* _What you should do_: Down to the last line, transcribe the records verbatim and exclude the images.

* _Data_:
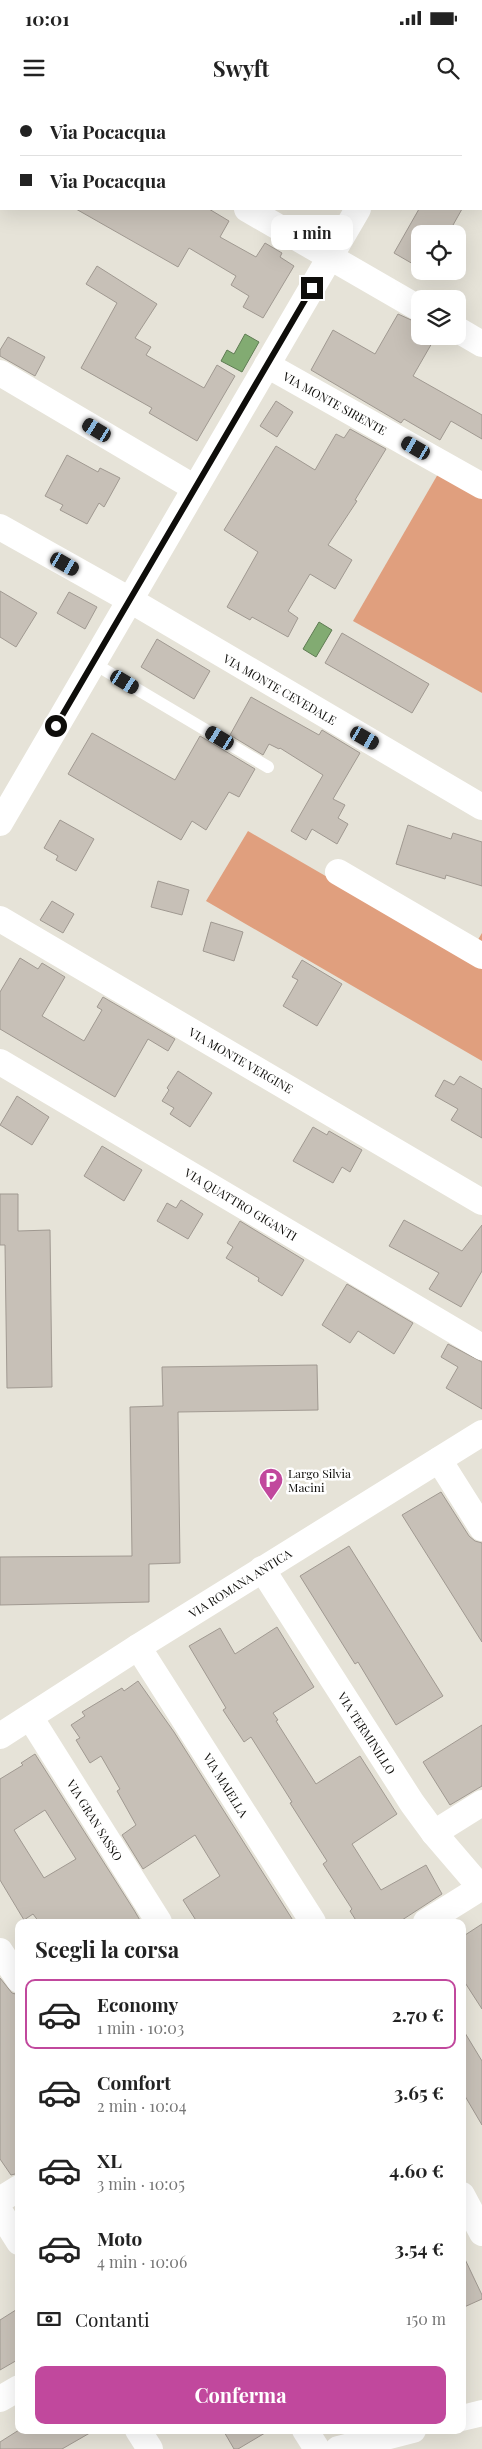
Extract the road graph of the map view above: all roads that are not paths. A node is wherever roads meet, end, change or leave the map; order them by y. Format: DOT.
graph roads {
  1 [pos="250,210"];
  2 [pos="357,210"];
  3 [pos="329,257"];
  4 [pos="411,304"];
  5 [pos="466,335"];
  6 [pos="482,344"];
  7 [pos="267,365"];
  8 [pos="0,373"];
  9 [pos="482,486"];
  10 [pos="195,488"];
  11 [pos="0,527"];
  12 [pos="130,600"];
  13 [pos="93,663"];
  14 [pos="268,766"];
  15 [pos="482,807"];
  16 [pos="3,809"];
  17 [pos="338,872"];
  18 [pos="0,919"];
  19 [pos="482,956"];
  20 [pos="0,1062"];
  21 [pos="482,1202"];
  22 [pos="482,1347"];
  23 [pos="482,1433"];
  24 [pos="439,1460"];
  25 [pos="482,1528"];
  26 [pos="262,1569"];
  27 [pos="138,1646"];
  28 [pos="30,1717"];
  29 [pos="0,1736"];
  30 [pos="482,1803"];
  31 [pos="434,1833"];
  32 [pos="482,1888"];
  33 [pos="157,1919"];
  34 [pos="311,1919"];
  35 [pos="431,1919"];
  36 [pos="0,1951"];
  37 [pos="15,1974"];
  38 [pos="15,2191"];
  39 [pos="0,2200"];
  40 [pos="469,2201"];
  41 [pos="0,2212"];
  42 [pos="482,2233"];
  43 [pos="15,2236"];
  44 [pos="15,2390"];
  45 [pos="0,2399"];
  46 [pos="482,2413"];
  47 [pos="466,2417"];
  48 [pos="141,2434"];
  49 [pos="308,2434"];
  50 [pos="398,2434"];
  51 [pos="150,2449"];
  52 [pos="317,2449"];
  53 [pos="338,2449"];
  1 -- 3 [label="street"];
  2 -- 3 [label="street"];
  3 -- 4 [label="street"];
  3 -- 7 [label="street"];
  5 -- 6 [label="street"];
  7 -- 9 [label="street, VIA MONTE SIRENTE"];
  7 -- 10 [label="street"];
  8 -- 10 [label="street"];
  10 -- 12 [label="street"];
  11 -- 12 [label="street, VIA MONTE CEVEDALE"];
  12 -- 13 [label="street"];
  12 -- 15 [label="street, VIA MONTE CEVEDALE"];
  13 -- 14 [label="lane"];
  13 -- 16 [label="street"];
  17 -- 19 [label="street"];
  18 -- 21 [label="street, VIA MONTE VERGINE"];
  20 -- 22 [label="street, VIA QUATTRO GIGANTI"];
  23 -- 24 [label="street, VIA ROMANA ANTICA"];
  24 -- 25 [label="street"];
  24 -- 26 [label="street, VIA ROMANA ANTICA"];
  26 -- 27 [label="street, VIA ROMANA ANTICA"];
  26 -- 31 [label="street, VIA TERMINILLO"];
  27 -- 28 [label="street, VIA ROMANA ANTICA"];
  27 -- 34 [label="street, VIA MAIELLA"];
  28 -- 29 [label="street, VIA ROMANA ANTICA"];
  28 -- 33 [label="street, VIA GRAN SASSO"];
  30 -- 31 [label="street"];
  31 -- 32 [label="street, VIA TERMINILLO"];
  32 -- 35 [label="street"];
  36 -- 37 [label="street"];
  38 -- 39 [label="street"];
  40 -- 42 [label="street"];
  41 -- 43 [label="street"];
  44 -- 45 [label="street"];
  46 -- 47 [label="street"];
  48 -- 51 [label="street"];
  49 -- 52 [label="street"];
  50 -- 53 [label="street"];
}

* _Written response_:
Extract the road graph of the map view above: all roads that are not paths. A node is wherever roads meet, end, change or leave the map; order them by y. Format: DOT.
graph roads {
  1 [pos="250,210"];
  2 [pos="357,210"];
  3 [pos="329,257"];
  4 [pos="411,304"];
  5 [pos="466,335"];
  6 [pos="482,344"];
  7 [pos="267,365"];
  8 [pos="0,373"];
  9 [pos="482,486"];
  10 [pos="195,488"];
  11 [pos="0,527"];
  12 [pos="130,600"];
  13 [pos="93,663"];
  14 [pos="268,766"];
  15 [pos="482,807"];
  16 [pos="3,809"];
  17 [pos="338,872"];
  18 [pos="0,919"];
  19 [pos="482,956"];
  20 [pos="0,1062"];
  21 [pos="482,1202"];
  22 [pos="482,1347"];
  23 [pos="482,1433"];
  24 [pos="439,1460"];
  25 [pos="482,1528"];
  26 [pos="262,1569"];
  27 [pos="138,1646"];
  28 [pos="30,1717"];
  29 [pos="0,1736"];
  30 [pos="482,1803"];
  31 [pos="434,1833"];
  32 [pos="482,1888"];
  33 [pos="157,1919"];
  34 [pos="311,1919"];
  35 [pos="431,1919"];
  36 [pos="0,1951"];
  37 [pos="15,1974"];
  38 [pos="15,2191"];
  39 [pos="0,2200"];
  40 [pos="469,2201"];
  41 [pos="0,2212"];
  42 [pos="482,2233"];
  43 [pos="15,2236"];
  44 [pos="15,2390"];
  45 [pos="0,2399"];
  46 [pos="482,2413"];
  47 [pos="466,2417"];
  48 [pos="141,2434"];
  49 [pos="308,2434"];
  50 [pos="398,2434"];
  51 [pos="150,2449"];
  52 [pos="317,2449"];
  53 [pos="338,2449"];
  1 -- 3 [label="street"];
  2 -- 3 [label="street"];
  3 -- 4 [label="street"];
  3 -- 7 [label="street"];
  5 -- 6 [label="street"];
  7 -- 9 [label="street, VIA MONTE SIRENTE"];
  7 -- 10 [label="street"];
  8 -- 10 [label="street"];
  10 -- 12 [label="street"];
  11 -- 12 [label="street, VIA MONTE CEVEDALE"];
  12 -- 13 [label="street"];
  12 -- 15 [label="street, VIA MONTE CEVEDALE"];
  13 -- 14 [label="lane"];
  13 -- 16 [label="street"];
  17 -- 19 [label="street"];
  18 -- 21 [label="street, VIA MONTE VERGINE"];
  20 -- 22 [label="street, VIA QUATTRO GIGANTI"];
  23 -- 24 [label="street, VIA ROMANA ANTICA"];
  24 -- 25 [label="street"];
  24 -- 26 [label="street, VIA ROMANA ANTICA"];
  26 -- 27 [label="street, VIA ROMANA ANTICA"];
  26 -- 31 [label="street, VIA TERMINILLO"];
  27 -- 28 [label="street, VIA ROMANA ANTICA"];
  27 -- 34 [label="street, VIA MAIELLA"];
  28 -- 29 [label="street, VIA ROMANA ANTICA"];
  28 -- 33 [label="street, VIA GRAN SASSO"];
  30 -- 31 [label="street"];
  31 -- 32 [label="street, VIA TERMINILLO"];
  32 -- 35 [label="street"];
  36 -- 37 [label="street"];
  38 -- 39 [label="street"];
  40 -- 42 [label="street"];
  41 -- 43 [label="street"];
  44 -- 45 [label="street"];
  46 -- 47 [label="street"];
  48 -- 51 [label="street"];
  49 -- 52 [label="street"];
  50 -- 53 [label="street"];
}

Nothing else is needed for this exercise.